Choosing a Pension Reform: A Framework for the Social Planner

24 Pages Posted: 30 Jan 2012

See all articles by Frederic Gonand

Frederic Gonand

Ecole Polytechnique, Paris - Laboratoire d'Econometrie

Date Written: March 26, 2009

Abstract

This chapter investigates the issue of which reform of the pay-as-you-go pension system a social planner should choose given its aversion to inter-generational inequality and its discount rate of the welfare of future generations. For this purpose, an applied normative economics methodology is develops which uses as a starting point the results of a dynamic general equilibrium model with overlapping generations (GE-OLG). This model simulates the economic impact of different PAYG pension reforms in the United States, Japan, France and Germany.

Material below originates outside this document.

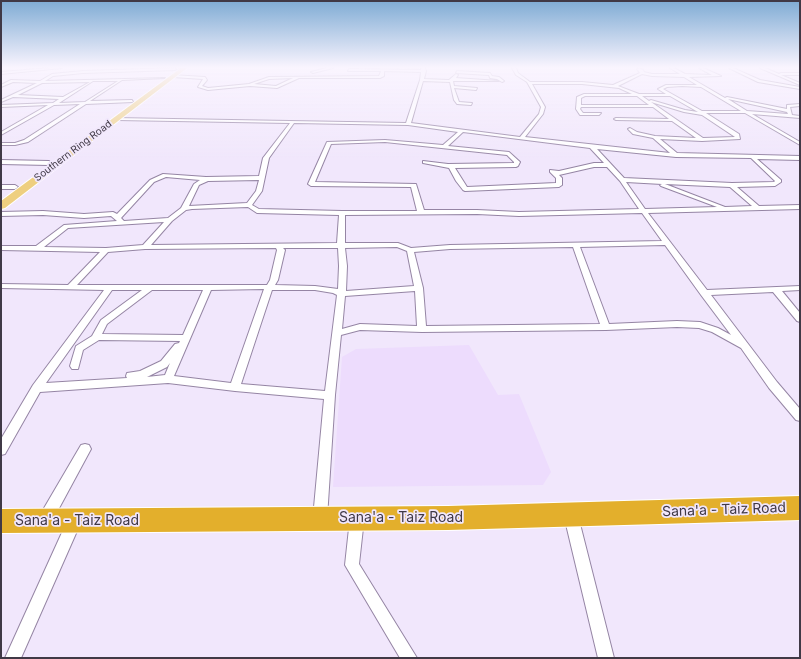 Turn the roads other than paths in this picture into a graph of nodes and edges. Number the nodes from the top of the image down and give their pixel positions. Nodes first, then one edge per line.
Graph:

It shows that a social planner can hardly decide for one pension reform or another on the exclusive basis of the GDP criterion (except in the case of tax hikes balancing the regime which have sizable detrimental effects on the growth rate).

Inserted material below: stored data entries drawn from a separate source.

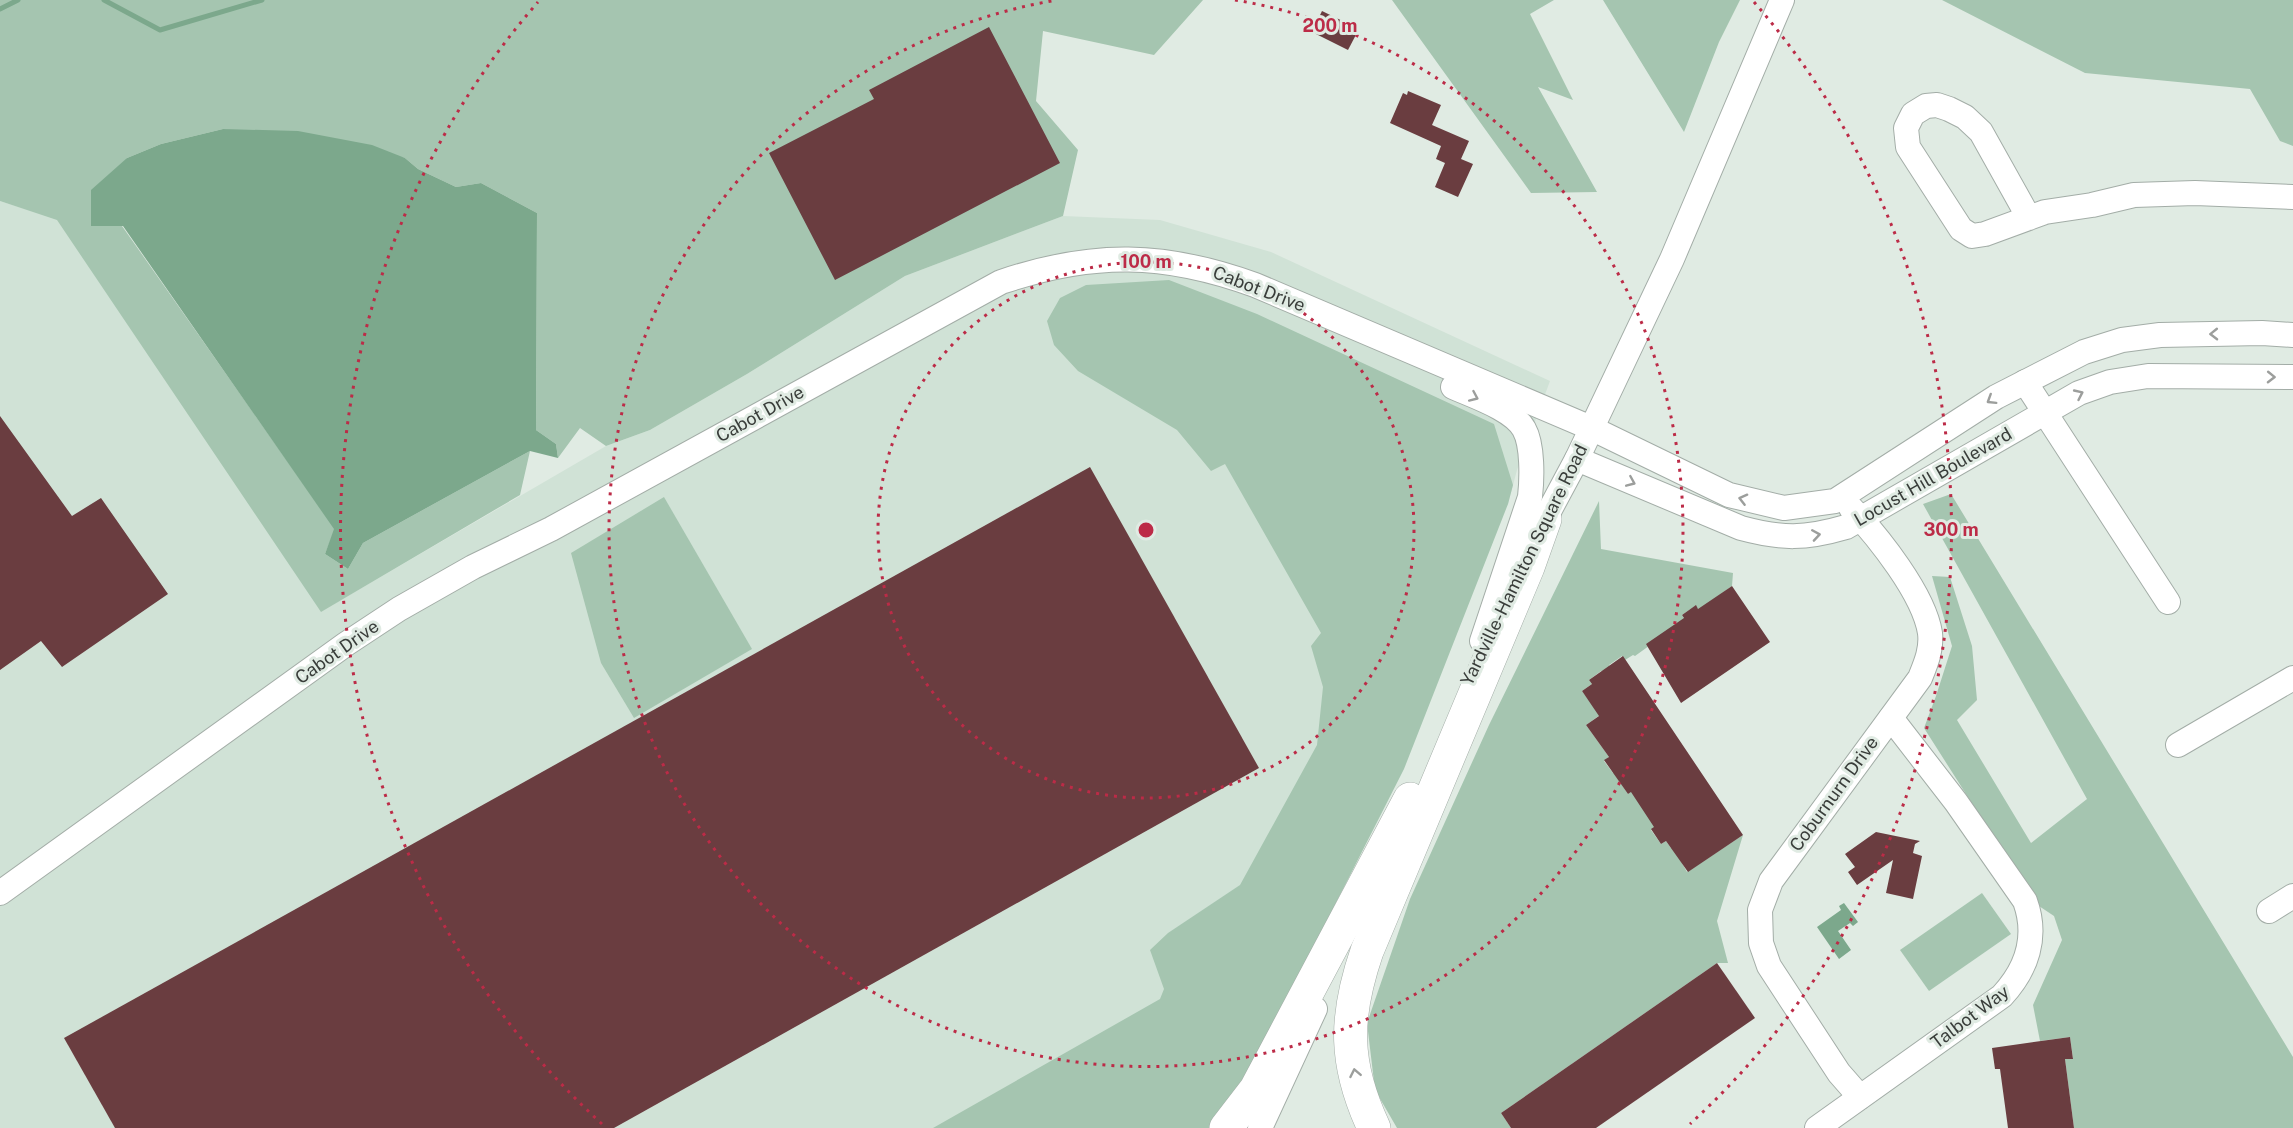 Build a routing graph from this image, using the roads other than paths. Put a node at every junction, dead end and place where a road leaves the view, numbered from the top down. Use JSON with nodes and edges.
{"nodes":[{"id":1,"x":1782,"y":0,"type":"edge"},
{"id":2,"x":2293,"y":197,"type":"edge"},
{"id":3,"x":2029,"y":218,"type":"junction"},
{"id":4,"x":1255,"y":285,"type":"junction"},
{"id":5,"x":2293,"y":335,"type":"edge"},
{"id":6,"x":2293,"y":377,"type":"edge"},
{"id":7,"x":2025,"y":382,"type":"junction"},
{"id":8,"x":2046,"y":412,"type":"junction"},
{"id":9,"x":1591,"y":428,"type":"junction"},
{"id":10,"x":1577,"y":459,"type":"junction"},
{"id":11,"x":1841,"y":498,"type":"junction"},
{"id":12,"x":1545,"y":519,"type":"junction"},
{"id":13,"x":1861,"y":519,"type":"junction"},
{"id":14,"x":2168,"y":602,"type":"dead end"},
{"id":15,"x":1476,"y":659,"type":"junction"},
{"id":16,"x":2293,"y":678,"type":"edge"},
{"id":17,"x":1891,"y":718,"type":"junction"},
{"id":18,"x":2178,"y":745,"type":"dead end"},
{"id":19,"x":1426,"y":768,"type":"junction"},
{"id":20,"x":0,"y":893,"type":"edge"},
{"id":21,"x":2293,"y":896,"type":"edge"},
{"id":22,"x":2269,"y":911,"type":"dead end"},
{"id":23,"x":1860,"y":1097,"type":"junction"},
{"id":24,"x":1226,"y":1128,"type":"edge"},
{"id":25,"x":1260,"y":1128,"type":"edge"},
{"id":26,"x":1374,"y":1128,"type":"edge"},
{"id":27,"x":1816,"y":1128,"type":"edge"}],
"edges":[{"from":1,"to":9,"type":"street","name":"Yardville-Hamilton Square Road"},
{"from":2,"to":3,"type":"street"},
{"from":3,"to":3,"type":"street"},
{"from":4,"to":9,"type":"street","name":"Cabot Drive"},
{"from":4,"to":15,"type":"street","one_way":true},
{"from":4,"to":20,"type":"street","name":"Cabot Drive"},
{"from":5,"to":7,"type":"street","name":"Locust Hill Boulevard","one_way":true},
{"from":8,"to":6,"type":"street","name":"Locust Hill Boulevard","one_way":true},
{"from":7,"to":8,"type":"street"},
{"from":7,"to":11,"type":"street","name":"Locust Hill Boulevard","one_way":true},
{"from":8,"to":13,"type":"street","name":"Locust Hill Boulevard"},
{"from":8,"to":14,"type":"street"},
{"from":9,"to":10,"type":"street","name":"Yardville-Hamilton Square Road"},
{"from":11,"to":9,"type":"street","name":"Locust Hill Boulevard","one_way":true},
{"from":10,"to":12,"type":"street","name":"Yardville-Hamilton Square Road"},
{"from":10,"to":13,"type":"street","name":"Locust Hill Boulevard","one_way":true},
{"from":11,"to":13,"type":"street","name":"Coburnurn Drive"},
{"from":12,"to":15,"type":"street","name":"Yardville-Hamilton Square Road"},
{"from":26,"to":12,"type":"highway","one_way":true},
{"from":13,"to":17,"type":"street","name":"Coburnurn Drive"},
{"from":15,"to":19,"type":"street","name":"Yardville-Hamilton Square Road"},
{"from":16,"to":18,"type":"street"},
{"from":17,"to":23,"type":"street","name":"Coburnurn Drive"},
{"from":17,"to":23,"type":"street","name":"Talbot Way"},
{"from":19,"to":24,"type":"highway"},
{"from":19,"to":25,"type":"street","name":"Yardville-Hamilton Square Road"},
{"from":21,"to":22,"type":"street"},
{"from":23,"to":27,"type":"street","name":"Talbot Way"}]}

Taking account of the inter-generational redistributive effects of the reforms thus becomes crucial for the social planner because it allows for discriminating between different possible scenarios. Freezing the age of retirement in an aging context triggers strong inter-generational redistributive effects, whereas reforms incorporating a rise in the average age of retirement limit strongly these inter-generational redistributive influences. However, in the four countries considered here, no pension reform is found to be Pareto-improving. Compared to a no-reform, baseline tax hikes scenario, PAYG pension reforms weigh down more or less on the inter-temporal welfare of the baby-boomers and increase the welfare of their children and of future generations.

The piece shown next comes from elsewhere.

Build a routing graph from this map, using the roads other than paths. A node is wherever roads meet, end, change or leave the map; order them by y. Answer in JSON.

Social welfare functionals encapsulating a variable degree of aversion to inter-generational inequality and a variable discount rate of the welfare of future generations show that the social planner in the United States and Japan is likely to favor reforms bolstering private savings at unchanged age of retirement. In Germany and France, the social choice favors scenarios increasing the age of retirement. In all countries, the status quo corresponding to tax hikes balancing the pension regime characterizes a social planner with rawlsian preferences.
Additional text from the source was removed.